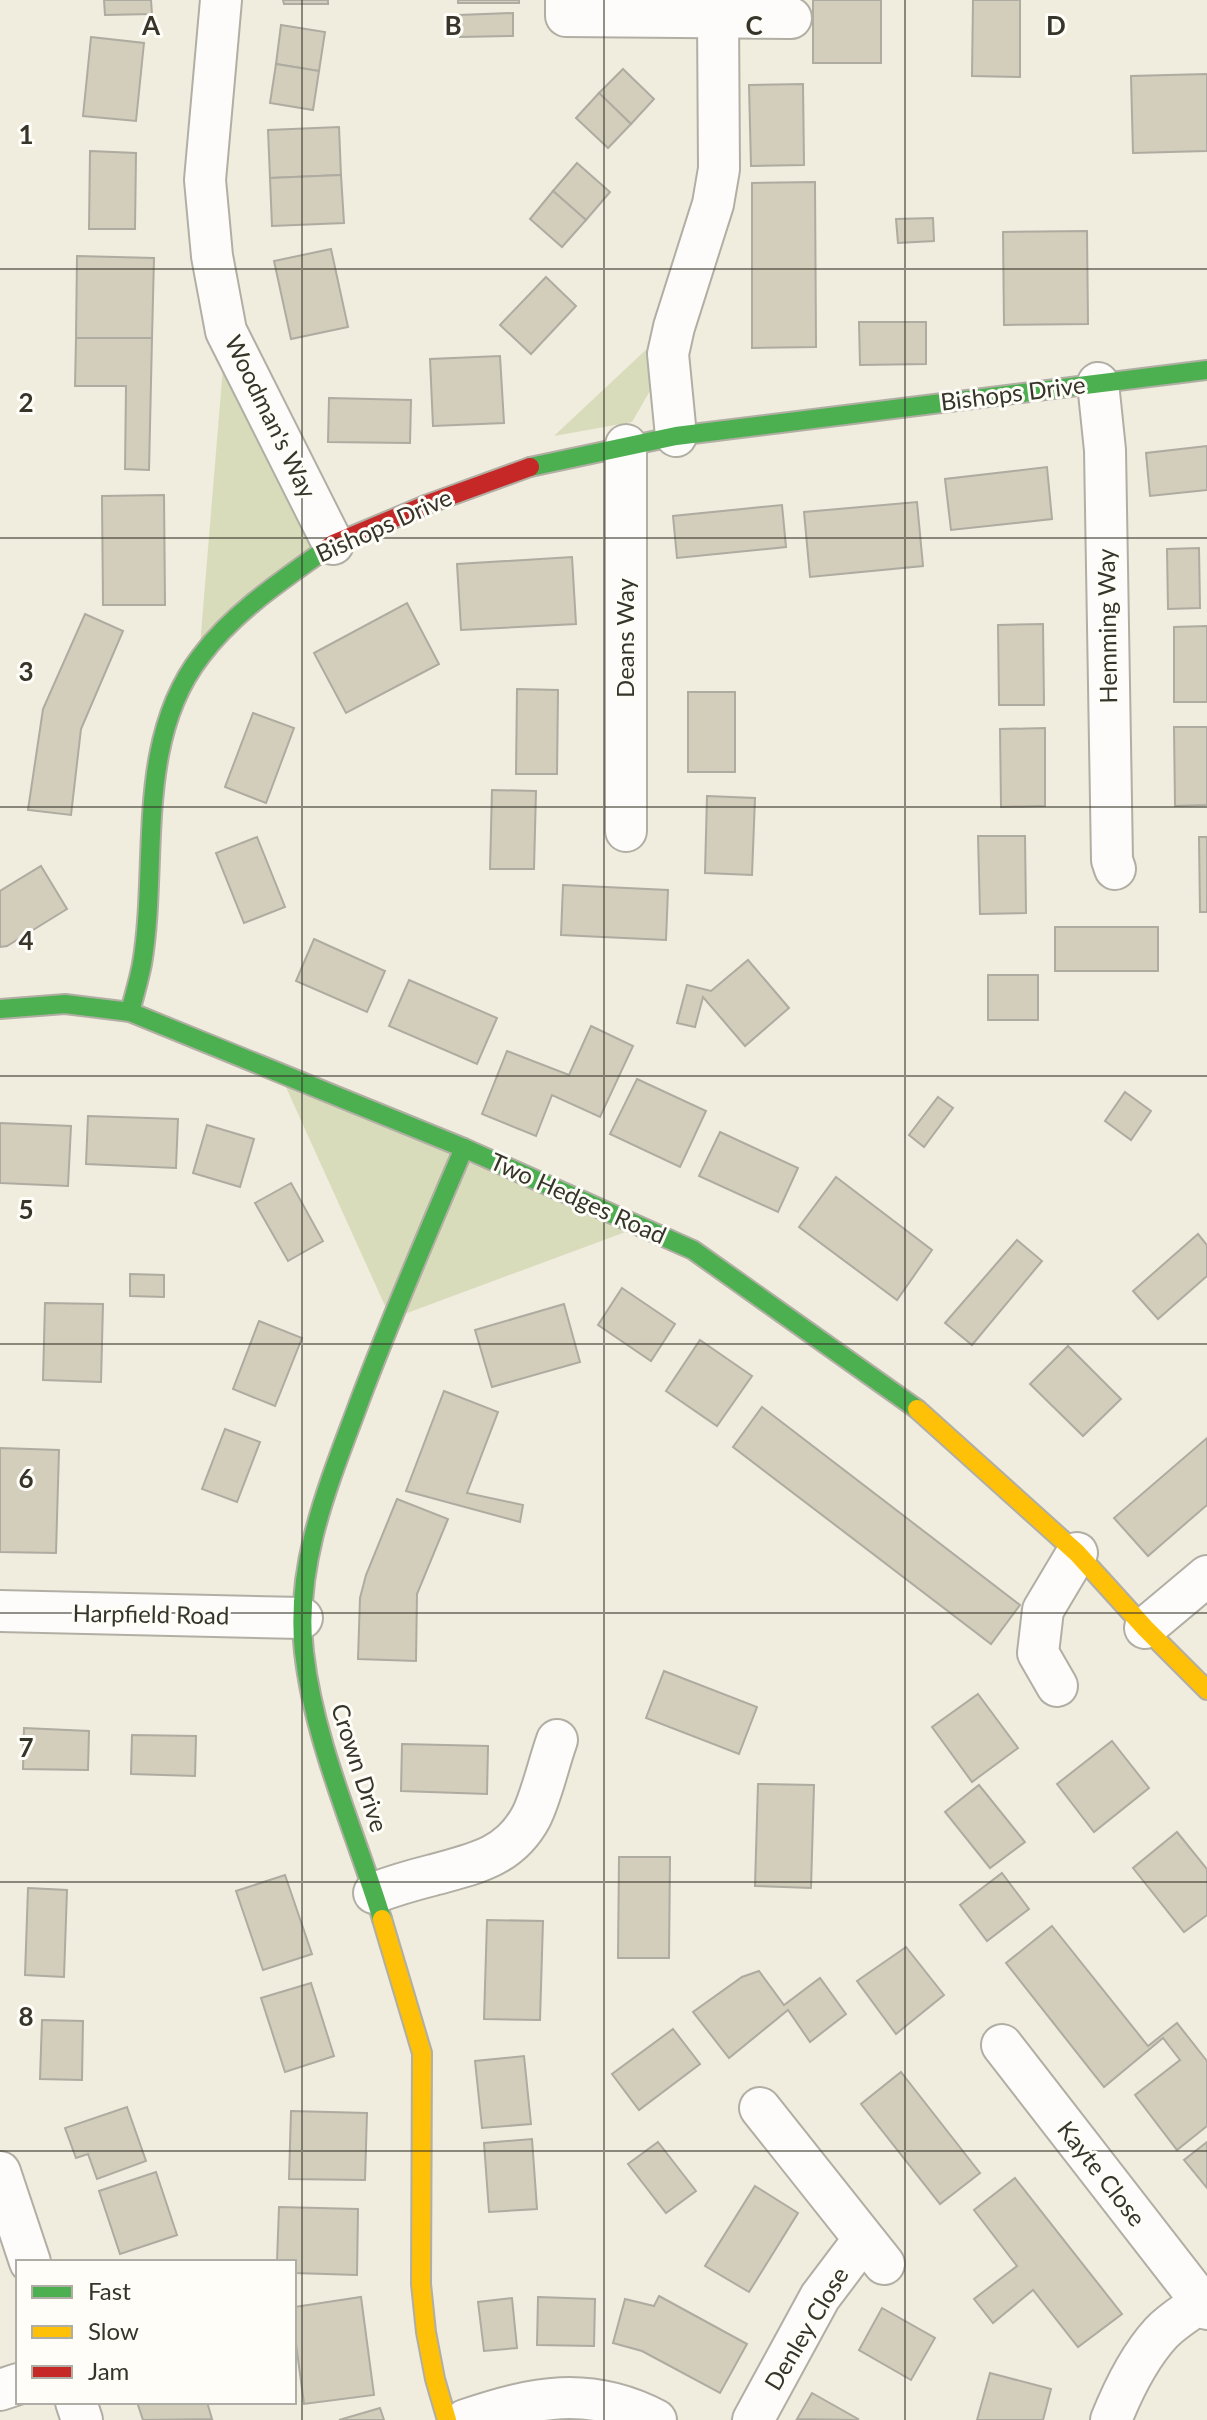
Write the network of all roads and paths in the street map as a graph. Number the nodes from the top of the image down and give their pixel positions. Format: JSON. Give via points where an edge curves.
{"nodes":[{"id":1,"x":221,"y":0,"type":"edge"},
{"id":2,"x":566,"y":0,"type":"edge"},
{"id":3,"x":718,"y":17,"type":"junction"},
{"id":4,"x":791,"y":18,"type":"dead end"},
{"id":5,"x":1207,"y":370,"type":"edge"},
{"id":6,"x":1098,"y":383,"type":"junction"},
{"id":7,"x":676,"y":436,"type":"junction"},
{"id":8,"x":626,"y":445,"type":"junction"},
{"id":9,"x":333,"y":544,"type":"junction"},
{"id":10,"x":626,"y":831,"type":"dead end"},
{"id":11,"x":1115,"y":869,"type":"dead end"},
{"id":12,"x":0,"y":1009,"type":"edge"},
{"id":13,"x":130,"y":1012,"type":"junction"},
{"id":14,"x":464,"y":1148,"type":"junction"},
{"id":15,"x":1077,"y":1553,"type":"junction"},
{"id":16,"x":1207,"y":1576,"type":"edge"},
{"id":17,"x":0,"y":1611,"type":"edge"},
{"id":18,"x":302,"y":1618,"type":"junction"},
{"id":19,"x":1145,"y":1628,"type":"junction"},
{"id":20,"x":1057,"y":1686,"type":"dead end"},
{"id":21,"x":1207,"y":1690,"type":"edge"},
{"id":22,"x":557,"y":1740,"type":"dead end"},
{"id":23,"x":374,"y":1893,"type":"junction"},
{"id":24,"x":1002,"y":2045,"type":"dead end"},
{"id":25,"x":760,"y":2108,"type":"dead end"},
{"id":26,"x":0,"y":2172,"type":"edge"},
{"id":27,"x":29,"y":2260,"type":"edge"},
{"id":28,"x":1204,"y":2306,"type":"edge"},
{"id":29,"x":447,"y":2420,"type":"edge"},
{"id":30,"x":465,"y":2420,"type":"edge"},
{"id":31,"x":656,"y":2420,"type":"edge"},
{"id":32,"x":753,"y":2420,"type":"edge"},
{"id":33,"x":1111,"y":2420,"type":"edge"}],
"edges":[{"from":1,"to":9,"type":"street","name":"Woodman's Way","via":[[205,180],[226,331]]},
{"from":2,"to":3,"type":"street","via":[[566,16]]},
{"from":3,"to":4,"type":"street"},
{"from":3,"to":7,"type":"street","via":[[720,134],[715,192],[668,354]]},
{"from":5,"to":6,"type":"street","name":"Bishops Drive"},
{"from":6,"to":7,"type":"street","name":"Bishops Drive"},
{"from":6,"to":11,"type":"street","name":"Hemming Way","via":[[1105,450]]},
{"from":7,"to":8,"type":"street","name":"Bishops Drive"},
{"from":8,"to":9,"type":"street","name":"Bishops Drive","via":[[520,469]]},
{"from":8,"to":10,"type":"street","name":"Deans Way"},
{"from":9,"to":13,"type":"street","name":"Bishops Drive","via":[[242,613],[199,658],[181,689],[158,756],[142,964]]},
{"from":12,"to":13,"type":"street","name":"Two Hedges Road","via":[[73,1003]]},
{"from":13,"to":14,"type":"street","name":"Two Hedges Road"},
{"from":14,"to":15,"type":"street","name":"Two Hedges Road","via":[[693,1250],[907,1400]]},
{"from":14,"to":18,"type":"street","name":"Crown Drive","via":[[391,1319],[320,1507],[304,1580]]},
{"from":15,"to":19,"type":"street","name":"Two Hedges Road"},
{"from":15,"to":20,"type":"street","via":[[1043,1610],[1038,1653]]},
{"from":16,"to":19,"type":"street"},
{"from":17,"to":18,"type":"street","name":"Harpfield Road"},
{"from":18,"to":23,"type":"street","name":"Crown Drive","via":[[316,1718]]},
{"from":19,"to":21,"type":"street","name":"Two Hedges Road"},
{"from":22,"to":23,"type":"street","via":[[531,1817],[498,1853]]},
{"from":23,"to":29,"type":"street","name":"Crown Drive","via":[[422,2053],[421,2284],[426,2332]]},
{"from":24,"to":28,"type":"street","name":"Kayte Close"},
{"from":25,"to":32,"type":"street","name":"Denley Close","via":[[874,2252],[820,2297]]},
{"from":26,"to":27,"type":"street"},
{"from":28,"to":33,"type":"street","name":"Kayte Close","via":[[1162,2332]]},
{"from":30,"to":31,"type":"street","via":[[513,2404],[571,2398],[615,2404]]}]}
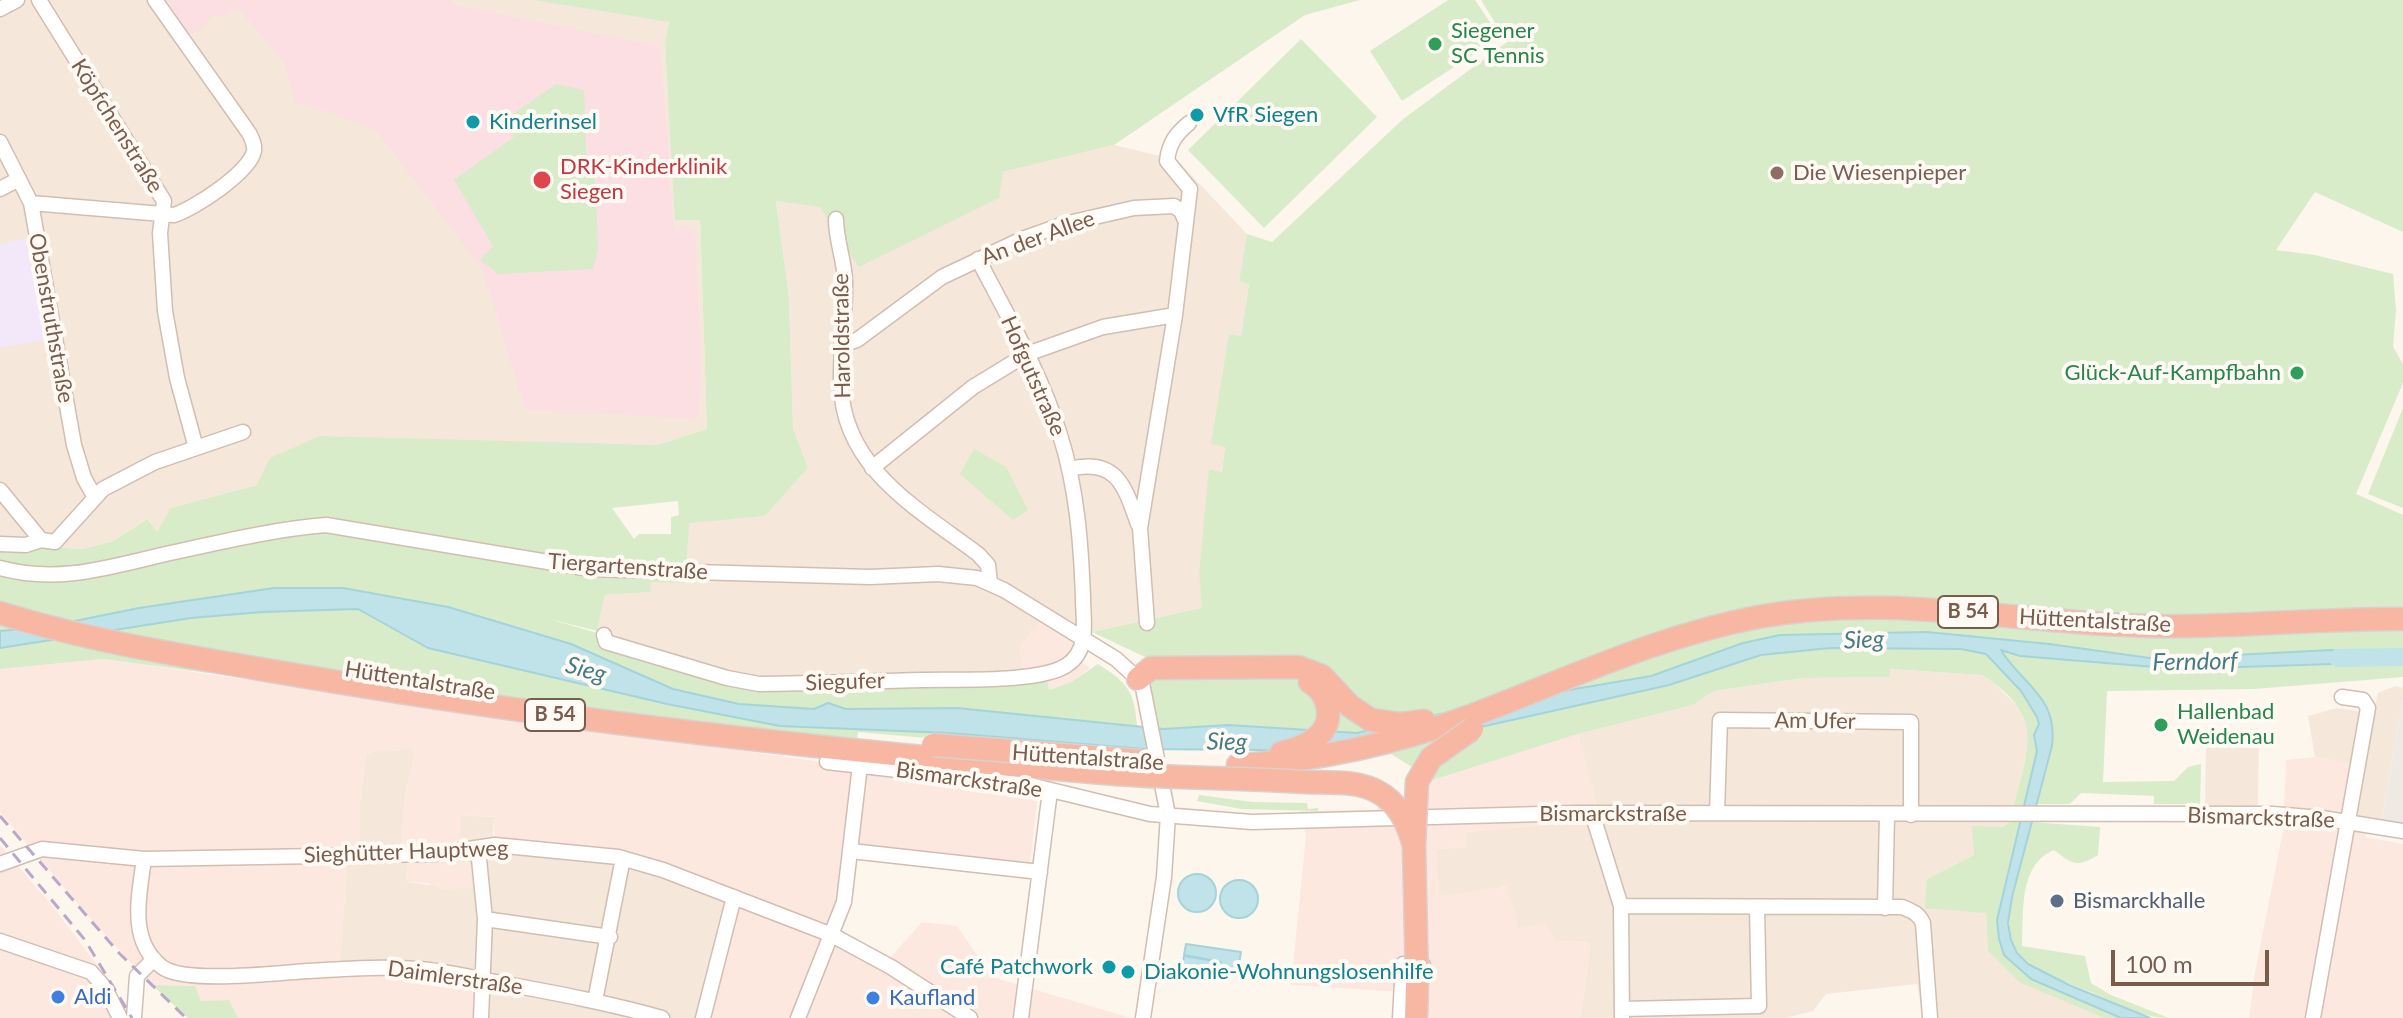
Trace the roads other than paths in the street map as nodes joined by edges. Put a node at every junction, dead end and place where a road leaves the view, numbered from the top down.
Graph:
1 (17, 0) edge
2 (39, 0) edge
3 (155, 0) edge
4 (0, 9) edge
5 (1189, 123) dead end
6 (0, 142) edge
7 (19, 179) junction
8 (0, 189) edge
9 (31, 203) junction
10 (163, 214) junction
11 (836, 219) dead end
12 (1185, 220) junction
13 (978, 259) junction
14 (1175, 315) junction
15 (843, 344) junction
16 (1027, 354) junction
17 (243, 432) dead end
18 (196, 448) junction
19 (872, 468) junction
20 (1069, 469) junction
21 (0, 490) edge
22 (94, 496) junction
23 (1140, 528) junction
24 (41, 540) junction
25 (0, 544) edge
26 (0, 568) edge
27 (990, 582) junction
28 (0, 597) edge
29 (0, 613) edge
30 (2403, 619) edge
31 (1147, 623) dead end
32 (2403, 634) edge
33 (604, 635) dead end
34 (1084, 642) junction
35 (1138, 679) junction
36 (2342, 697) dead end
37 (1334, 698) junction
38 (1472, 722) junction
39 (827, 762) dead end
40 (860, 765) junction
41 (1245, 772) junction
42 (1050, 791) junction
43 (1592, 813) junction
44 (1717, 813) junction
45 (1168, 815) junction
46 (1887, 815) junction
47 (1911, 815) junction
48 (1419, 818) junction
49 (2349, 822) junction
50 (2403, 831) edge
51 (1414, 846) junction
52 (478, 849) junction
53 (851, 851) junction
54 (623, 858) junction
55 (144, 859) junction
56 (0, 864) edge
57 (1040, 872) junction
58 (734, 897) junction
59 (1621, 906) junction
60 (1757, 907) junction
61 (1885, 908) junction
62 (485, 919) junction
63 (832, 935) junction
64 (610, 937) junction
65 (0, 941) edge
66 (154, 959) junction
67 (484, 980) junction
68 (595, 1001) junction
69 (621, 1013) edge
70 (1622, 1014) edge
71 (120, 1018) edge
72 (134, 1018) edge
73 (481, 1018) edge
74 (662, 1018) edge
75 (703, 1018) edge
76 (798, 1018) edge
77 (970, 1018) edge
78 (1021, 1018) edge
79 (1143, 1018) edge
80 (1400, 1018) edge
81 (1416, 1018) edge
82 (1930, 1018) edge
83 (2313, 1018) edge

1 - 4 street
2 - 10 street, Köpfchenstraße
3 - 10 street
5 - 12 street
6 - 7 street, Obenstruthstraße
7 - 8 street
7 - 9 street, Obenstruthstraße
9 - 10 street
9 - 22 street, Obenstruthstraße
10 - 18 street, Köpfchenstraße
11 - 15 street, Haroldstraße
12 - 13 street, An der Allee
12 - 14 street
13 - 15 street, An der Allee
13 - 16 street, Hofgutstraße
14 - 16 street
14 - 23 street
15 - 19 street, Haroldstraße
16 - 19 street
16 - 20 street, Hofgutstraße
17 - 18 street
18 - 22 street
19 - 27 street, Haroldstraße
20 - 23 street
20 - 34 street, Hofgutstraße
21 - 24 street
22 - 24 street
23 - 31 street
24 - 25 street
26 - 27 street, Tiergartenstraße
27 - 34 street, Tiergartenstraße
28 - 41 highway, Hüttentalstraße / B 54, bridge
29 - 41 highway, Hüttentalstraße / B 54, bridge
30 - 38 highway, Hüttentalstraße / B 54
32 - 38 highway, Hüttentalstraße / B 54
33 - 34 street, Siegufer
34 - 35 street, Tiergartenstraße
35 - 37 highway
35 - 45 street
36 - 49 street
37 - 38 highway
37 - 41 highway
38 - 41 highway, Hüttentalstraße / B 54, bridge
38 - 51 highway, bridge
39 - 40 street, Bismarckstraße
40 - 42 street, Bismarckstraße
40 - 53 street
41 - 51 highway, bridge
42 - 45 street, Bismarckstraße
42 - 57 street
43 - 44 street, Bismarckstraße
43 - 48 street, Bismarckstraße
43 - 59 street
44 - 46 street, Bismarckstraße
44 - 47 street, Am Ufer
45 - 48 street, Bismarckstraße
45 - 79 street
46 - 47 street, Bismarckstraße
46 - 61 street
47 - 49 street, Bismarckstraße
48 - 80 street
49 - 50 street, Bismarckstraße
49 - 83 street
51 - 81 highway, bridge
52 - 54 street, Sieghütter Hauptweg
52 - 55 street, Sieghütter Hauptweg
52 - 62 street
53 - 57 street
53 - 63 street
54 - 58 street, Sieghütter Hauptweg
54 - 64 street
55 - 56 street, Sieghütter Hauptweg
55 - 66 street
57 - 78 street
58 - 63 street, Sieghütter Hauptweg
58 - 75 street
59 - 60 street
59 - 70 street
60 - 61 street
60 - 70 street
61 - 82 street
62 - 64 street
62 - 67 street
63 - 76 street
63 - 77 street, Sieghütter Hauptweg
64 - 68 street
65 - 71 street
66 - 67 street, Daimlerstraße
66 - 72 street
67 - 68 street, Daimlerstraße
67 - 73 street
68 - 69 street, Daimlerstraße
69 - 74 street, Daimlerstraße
_ _ _ _ _
Copy out all lines from the material above that contain the string "Daimlerstraße".

66 - 67 street, Daimlerstraße
67 - 68 street, Daimlerstraße
68 - 69 street, Daimlerstraße
69 - 74 street, Daimlerstraße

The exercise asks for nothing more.